There were 10 households, of which 40.0% had children under the age of 18 living with them, 80.0% were married couples living together, 10.0% had a male householder with no wife present, and 10.0% were non-families. 0.0% of all households were made up of individuals. The average household size was 3.20 and the average family size was 3.33.

The median age in the village was 31 years. 34.4% of residents were under the age of 18; 6.3% were between the ages of 18 and 24; 28.2% were from 25 to 44; 28.2% were from 45 to 64; and 3.1% were 65 years of age or older. The gender makeup of the village was 43.8% male and 56.3% female.

===2000 census===
As of the census of 2000, there were 51 people, 18 households, and 10 families living in the town. The population density was 674.1 PD/sqmi. There were 23 housing units at an average density of 304.0 /sqmi. The racial makeup of the town was 100.00% White.

There were 18 households, out of which 61.1% had children under the age of 18 living with them, 44.4% were married couples living together, and 38.9% were non-families. 38.9% of all households were made up of individuals, and 11.1% had someone living alone who was 65 years of age or older. The average household size was 2.83 and the average family size was 3.82.

In the town the ages of the population were spread out, with 41.2% under the age of 18, 7.8% from 18 to 24, 35.3% from 25 to 44, 11.8% from 45 to 64, and 3.9% who were 65 years of age or older. The median age was 26 years. For every 100 females, there were 131.8 males. For every 100 females age 18 and over, there were 172.7 males.

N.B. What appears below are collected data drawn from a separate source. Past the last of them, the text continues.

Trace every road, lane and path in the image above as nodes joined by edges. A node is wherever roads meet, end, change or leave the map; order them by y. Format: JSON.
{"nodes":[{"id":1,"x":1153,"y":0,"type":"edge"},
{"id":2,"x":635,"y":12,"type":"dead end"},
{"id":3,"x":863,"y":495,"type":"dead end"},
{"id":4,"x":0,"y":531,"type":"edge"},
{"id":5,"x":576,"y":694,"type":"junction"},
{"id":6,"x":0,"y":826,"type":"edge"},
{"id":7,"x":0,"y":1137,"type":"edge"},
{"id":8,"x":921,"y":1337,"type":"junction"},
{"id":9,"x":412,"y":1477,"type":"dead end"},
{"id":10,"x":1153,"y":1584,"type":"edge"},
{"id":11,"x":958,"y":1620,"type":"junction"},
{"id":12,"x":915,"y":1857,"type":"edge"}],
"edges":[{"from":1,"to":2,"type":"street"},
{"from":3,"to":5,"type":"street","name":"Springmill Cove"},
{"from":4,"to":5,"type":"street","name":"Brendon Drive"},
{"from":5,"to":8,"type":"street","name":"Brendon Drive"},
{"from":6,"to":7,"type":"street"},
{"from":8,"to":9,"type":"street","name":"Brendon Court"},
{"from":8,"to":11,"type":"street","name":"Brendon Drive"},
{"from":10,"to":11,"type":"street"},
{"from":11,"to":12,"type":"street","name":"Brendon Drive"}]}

The median income for a household in the town was $26,250, and the median income for a family was $28,125. Males had a median income of $33,125 versus $11,250 for females. The per capita income for the town was $5,695. There were 38.5% of families and 29.5% of the population living below the poverty line, including 21.4% of under eighteens and none of those over 64.